Collected data
● ● ● ● ●

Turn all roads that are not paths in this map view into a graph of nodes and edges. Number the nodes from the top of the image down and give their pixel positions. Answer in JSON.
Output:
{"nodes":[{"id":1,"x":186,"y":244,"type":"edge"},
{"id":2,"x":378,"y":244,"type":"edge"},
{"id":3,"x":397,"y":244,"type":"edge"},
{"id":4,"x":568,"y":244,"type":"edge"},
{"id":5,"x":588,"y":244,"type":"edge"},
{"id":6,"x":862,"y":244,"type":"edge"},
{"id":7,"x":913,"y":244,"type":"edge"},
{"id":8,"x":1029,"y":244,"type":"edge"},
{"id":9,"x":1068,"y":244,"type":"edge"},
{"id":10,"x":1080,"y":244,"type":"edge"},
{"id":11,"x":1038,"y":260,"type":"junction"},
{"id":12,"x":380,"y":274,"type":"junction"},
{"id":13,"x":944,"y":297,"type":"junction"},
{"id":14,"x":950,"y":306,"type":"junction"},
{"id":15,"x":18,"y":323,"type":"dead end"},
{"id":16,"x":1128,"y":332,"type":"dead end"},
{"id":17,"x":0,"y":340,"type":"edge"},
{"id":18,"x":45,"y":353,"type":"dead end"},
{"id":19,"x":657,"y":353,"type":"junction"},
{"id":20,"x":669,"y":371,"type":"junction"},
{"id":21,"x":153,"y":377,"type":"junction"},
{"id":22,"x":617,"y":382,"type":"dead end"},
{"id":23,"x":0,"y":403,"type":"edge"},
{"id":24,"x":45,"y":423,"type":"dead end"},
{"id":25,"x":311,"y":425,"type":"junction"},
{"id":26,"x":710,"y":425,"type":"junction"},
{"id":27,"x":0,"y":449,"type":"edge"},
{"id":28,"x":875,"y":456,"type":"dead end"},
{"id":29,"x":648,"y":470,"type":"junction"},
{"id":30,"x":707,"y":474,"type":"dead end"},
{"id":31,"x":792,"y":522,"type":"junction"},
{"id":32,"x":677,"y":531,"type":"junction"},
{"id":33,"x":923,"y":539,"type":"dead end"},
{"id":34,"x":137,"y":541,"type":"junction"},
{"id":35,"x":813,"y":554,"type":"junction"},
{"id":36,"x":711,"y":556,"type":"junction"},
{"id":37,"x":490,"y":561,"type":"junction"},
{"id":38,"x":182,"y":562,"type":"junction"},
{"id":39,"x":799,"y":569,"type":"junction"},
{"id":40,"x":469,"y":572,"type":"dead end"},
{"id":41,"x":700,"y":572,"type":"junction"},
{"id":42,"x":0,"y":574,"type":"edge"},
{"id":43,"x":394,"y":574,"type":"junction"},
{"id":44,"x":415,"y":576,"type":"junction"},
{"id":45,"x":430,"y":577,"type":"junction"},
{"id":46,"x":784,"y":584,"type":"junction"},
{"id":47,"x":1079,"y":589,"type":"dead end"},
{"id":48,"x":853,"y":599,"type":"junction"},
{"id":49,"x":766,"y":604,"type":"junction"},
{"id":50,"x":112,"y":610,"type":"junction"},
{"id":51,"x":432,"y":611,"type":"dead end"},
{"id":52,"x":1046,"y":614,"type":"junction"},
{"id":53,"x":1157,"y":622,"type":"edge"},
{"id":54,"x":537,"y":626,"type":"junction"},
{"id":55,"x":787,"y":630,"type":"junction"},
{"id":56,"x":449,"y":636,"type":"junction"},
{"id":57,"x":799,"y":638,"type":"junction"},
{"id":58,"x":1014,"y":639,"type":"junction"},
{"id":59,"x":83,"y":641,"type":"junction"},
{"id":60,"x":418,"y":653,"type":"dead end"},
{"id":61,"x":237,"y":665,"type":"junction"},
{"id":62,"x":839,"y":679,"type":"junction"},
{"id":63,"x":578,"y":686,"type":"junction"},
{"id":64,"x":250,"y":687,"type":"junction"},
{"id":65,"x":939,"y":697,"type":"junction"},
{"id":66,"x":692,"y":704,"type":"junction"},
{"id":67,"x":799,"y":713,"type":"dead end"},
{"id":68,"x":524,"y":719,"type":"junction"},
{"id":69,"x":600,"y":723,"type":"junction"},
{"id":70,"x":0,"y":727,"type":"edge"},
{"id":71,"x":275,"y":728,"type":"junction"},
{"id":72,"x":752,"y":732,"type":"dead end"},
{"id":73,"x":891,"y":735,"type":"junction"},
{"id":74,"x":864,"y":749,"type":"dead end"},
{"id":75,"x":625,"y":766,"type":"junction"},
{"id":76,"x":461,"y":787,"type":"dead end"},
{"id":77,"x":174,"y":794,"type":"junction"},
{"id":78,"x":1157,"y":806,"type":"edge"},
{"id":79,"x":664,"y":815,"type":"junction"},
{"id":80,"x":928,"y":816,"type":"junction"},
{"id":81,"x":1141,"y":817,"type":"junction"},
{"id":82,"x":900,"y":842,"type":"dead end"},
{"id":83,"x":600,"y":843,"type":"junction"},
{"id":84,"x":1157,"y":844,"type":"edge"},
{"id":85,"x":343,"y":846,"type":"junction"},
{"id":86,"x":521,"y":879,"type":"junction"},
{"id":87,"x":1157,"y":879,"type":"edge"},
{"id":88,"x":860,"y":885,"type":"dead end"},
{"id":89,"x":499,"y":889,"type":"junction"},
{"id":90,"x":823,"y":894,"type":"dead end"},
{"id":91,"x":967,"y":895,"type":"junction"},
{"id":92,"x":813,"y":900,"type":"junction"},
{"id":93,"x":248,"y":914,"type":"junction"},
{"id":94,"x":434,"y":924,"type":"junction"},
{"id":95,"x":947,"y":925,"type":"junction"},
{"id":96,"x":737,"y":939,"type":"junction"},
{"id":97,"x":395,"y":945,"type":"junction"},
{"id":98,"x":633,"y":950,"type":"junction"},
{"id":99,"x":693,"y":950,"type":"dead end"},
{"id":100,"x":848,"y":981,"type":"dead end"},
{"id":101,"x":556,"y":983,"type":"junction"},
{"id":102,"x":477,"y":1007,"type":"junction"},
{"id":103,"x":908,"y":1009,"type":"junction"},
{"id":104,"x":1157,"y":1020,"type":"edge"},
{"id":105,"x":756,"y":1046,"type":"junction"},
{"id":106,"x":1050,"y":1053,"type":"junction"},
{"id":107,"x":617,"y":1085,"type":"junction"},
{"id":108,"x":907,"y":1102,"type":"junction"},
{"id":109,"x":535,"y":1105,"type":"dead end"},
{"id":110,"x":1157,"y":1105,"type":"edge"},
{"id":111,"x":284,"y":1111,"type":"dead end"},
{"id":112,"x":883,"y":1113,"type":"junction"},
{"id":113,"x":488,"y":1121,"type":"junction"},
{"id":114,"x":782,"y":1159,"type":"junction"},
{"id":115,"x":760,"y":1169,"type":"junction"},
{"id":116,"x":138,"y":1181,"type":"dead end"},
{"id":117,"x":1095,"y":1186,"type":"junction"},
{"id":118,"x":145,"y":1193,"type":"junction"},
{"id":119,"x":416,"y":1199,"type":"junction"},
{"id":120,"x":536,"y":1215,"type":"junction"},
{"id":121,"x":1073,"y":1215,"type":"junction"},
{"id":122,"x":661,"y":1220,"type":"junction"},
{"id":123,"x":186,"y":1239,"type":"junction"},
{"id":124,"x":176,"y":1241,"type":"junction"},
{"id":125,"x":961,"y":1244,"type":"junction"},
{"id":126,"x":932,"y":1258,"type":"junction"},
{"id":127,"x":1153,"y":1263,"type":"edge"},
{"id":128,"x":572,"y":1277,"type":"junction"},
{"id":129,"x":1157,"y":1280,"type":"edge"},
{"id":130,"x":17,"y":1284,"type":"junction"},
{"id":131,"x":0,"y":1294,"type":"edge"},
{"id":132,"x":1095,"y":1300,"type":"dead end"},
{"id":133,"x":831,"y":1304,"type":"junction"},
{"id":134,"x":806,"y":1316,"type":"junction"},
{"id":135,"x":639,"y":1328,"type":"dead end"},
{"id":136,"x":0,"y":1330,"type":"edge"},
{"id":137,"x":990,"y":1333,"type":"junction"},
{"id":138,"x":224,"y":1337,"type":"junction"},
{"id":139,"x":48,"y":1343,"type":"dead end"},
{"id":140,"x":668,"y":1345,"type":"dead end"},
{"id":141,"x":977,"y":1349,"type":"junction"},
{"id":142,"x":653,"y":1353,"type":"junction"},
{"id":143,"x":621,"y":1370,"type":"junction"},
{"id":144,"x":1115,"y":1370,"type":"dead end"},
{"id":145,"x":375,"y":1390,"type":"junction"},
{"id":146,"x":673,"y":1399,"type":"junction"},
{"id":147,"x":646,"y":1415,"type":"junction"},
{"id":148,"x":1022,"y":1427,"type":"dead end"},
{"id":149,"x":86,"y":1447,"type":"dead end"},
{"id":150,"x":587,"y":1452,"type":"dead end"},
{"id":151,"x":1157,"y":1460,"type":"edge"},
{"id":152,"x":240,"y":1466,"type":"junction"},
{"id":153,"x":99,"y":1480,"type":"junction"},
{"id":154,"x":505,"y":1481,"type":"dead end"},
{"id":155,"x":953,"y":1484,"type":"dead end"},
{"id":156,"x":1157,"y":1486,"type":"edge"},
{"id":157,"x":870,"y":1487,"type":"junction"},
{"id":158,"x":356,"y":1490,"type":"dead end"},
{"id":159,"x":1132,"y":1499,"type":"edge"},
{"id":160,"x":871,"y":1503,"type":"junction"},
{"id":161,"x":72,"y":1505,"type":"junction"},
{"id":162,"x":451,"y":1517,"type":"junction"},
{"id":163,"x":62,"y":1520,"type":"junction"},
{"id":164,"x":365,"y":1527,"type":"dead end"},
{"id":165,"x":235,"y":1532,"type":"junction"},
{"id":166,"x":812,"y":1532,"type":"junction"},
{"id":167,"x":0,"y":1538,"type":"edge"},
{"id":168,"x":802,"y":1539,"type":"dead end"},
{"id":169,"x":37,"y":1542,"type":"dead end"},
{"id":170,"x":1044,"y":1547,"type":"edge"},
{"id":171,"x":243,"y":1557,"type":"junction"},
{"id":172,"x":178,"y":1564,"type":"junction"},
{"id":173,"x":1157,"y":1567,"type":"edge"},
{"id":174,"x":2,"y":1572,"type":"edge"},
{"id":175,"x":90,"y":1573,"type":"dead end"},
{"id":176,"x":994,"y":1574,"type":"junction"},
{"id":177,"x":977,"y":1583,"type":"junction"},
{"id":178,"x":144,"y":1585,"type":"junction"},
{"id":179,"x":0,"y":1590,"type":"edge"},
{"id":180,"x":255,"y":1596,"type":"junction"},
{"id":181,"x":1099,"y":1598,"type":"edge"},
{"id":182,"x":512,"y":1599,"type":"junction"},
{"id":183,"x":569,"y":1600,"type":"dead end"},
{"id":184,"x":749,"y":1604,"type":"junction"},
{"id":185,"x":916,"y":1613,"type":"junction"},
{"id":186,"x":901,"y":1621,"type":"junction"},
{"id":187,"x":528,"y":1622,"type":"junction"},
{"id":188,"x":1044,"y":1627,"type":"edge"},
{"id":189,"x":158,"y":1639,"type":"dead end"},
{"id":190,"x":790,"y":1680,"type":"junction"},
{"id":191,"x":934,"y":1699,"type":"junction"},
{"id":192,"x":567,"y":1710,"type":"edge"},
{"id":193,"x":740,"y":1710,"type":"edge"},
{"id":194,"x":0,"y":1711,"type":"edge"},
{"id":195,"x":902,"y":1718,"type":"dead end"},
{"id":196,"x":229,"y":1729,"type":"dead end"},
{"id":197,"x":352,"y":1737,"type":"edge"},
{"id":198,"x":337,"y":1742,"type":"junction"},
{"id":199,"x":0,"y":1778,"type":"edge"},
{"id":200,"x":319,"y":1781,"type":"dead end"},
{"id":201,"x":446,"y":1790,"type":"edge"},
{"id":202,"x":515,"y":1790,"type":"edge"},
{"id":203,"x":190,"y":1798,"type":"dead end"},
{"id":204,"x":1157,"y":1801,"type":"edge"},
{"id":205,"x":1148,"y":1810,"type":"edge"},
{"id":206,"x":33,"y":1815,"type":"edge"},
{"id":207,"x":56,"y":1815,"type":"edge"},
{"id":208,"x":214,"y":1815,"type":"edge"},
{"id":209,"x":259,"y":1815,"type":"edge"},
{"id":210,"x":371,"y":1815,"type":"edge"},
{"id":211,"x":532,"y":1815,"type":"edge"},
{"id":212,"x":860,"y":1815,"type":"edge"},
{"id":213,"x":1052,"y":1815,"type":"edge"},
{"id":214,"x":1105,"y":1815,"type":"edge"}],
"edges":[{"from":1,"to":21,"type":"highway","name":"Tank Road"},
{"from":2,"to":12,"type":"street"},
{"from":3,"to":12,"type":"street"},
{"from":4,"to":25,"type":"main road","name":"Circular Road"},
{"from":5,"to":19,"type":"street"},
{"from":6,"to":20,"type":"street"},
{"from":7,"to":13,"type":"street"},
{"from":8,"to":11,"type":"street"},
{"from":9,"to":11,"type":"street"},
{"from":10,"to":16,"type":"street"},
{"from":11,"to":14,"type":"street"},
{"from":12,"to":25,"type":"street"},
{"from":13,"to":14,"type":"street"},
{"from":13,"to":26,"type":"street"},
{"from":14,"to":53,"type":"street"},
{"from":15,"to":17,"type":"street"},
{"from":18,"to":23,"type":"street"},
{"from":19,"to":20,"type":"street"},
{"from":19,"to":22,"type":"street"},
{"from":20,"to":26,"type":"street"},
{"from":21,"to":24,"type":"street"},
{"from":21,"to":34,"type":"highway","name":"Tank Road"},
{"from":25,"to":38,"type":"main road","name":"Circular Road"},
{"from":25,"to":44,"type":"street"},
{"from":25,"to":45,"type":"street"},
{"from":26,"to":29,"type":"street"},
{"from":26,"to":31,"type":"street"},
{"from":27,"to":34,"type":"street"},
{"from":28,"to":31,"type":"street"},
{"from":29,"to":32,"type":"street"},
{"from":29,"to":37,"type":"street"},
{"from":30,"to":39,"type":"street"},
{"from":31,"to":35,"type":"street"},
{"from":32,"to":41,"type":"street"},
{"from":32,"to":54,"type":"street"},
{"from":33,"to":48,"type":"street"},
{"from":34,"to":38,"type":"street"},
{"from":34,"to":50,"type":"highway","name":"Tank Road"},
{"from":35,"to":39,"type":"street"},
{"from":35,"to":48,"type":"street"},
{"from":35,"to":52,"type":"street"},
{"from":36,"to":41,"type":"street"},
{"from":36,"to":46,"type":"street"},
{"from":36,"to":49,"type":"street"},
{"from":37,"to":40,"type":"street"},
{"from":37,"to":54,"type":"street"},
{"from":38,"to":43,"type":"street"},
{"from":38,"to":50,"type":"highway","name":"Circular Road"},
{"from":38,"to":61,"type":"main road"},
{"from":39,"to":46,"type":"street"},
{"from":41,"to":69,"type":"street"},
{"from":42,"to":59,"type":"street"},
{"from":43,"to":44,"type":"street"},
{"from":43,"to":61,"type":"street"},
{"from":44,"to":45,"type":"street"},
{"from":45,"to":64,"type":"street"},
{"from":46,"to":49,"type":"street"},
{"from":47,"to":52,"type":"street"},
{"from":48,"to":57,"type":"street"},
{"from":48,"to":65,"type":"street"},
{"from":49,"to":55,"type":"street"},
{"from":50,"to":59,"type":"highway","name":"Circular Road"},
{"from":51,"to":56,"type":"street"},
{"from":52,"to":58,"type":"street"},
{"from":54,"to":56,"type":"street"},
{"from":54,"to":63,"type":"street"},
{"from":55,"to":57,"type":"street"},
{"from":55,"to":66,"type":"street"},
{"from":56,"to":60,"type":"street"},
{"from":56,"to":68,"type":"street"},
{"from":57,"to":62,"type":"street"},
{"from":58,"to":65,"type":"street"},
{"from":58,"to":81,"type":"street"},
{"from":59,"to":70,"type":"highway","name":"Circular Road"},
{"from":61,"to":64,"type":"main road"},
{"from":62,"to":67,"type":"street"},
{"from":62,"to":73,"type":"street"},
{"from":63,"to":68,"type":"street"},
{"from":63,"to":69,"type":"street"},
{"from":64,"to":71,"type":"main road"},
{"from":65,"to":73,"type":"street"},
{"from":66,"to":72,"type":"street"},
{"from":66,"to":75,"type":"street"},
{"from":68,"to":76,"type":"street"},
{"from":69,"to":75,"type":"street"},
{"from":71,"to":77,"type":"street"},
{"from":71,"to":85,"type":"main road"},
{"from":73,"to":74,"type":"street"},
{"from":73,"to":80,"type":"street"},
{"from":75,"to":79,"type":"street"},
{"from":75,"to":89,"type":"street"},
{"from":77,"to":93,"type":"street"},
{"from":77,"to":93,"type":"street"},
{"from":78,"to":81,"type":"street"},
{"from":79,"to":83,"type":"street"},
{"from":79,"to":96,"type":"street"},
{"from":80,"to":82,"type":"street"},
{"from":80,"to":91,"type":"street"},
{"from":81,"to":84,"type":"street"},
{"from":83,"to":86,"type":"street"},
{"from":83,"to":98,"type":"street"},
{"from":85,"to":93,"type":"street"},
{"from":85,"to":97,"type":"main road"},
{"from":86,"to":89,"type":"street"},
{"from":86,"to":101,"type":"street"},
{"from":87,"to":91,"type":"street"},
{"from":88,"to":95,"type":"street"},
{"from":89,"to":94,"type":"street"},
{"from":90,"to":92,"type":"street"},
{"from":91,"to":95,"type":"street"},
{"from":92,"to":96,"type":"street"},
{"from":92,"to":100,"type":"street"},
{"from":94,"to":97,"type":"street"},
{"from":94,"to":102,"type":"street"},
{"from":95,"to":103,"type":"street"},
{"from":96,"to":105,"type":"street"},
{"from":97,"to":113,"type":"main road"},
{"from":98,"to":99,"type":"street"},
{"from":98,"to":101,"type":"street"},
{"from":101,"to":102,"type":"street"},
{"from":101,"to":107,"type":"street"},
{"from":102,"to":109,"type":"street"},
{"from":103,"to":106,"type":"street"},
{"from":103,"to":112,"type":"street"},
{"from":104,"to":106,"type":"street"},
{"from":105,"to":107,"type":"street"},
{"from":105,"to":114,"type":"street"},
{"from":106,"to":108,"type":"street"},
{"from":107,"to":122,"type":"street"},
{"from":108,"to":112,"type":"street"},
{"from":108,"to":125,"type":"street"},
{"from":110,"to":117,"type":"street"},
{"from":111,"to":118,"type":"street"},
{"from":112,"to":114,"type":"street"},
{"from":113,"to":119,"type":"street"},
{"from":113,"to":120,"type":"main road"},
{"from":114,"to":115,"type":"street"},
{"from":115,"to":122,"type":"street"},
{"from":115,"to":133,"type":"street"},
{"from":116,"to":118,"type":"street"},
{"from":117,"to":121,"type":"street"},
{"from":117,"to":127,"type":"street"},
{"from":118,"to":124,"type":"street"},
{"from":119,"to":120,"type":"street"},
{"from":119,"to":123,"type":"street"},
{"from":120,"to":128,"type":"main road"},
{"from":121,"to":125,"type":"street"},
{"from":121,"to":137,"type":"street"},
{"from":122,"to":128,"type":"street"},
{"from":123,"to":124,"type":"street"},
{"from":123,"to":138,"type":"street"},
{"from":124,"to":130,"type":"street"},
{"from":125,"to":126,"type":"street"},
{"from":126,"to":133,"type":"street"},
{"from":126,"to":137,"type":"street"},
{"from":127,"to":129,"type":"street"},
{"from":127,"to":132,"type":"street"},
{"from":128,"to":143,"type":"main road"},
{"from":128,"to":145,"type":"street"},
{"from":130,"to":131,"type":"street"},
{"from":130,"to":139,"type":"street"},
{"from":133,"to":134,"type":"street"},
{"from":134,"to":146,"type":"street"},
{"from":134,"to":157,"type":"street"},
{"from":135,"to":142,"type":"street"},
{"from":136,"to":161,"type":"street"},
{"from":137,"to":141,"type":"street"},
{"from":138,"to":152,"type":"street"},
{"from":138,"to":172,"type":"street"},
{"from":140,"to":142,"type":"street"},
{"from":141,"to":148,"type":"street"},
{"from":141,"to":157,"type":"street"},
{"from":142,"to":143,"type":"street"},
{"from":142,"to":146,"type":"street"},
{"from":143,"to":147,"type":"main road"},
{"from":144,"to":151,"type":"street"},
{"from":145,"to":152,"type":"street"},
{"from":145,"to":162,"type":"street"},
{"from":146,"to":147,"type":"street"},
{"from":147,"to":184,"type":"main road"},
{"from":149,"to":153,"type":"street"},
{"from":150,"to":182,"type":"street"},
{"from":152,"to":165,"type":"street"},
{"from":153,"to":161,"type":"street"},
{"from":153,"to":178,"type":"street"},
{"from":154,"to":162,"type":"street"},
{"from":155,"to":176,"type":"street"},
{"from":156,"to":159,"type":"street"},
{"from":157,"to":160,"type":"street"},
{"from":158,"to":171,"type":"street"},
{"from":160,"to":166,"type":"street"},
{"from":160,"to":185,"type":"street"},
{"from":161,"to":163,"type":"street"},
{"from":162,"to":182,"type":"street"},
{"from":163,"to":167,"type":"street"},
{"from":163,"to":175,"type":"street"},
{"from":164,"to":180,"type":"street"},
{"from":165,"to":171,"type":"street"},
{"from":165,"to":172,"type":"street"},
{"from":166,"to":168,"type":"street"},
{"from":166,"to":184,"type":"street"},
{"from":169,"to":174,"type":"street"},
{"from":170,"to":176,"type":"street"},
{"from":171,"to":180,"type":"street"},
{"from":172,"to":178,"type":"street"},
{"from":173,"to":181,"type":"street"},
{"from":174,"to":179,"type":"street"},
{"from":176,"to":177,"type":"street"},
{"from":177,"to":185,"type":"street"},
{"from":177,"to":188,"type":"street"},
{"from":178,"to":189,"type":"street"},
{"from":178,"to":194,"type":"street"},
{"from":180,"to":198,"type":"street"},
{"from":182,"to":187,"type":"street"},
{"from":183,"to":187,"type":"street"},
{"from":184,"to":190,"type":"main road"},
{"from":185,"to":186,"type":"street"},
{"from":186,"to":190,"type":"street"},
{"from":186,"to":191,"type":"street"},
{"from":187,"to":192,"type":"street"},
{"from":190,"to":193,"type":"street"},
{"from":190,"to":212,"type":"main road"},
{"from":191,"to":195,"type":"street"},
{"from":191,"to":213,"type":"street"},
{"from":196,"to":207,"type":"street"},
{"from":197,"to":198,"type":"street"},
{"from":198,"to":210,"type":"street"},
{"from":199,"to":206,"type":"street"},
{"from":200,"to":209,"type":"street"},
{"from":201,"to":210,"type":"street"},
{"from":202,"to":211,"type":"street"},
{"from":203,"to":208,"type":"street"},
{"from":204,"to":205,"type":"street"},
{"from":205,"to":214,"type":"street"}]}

● ● ● ● ●

--- PROBLEM STATEMENT ---
Using the entries, count the lines that hold the string "highway"; nothing but the number is needed.

--- EXPECTED OUTPUT ---
6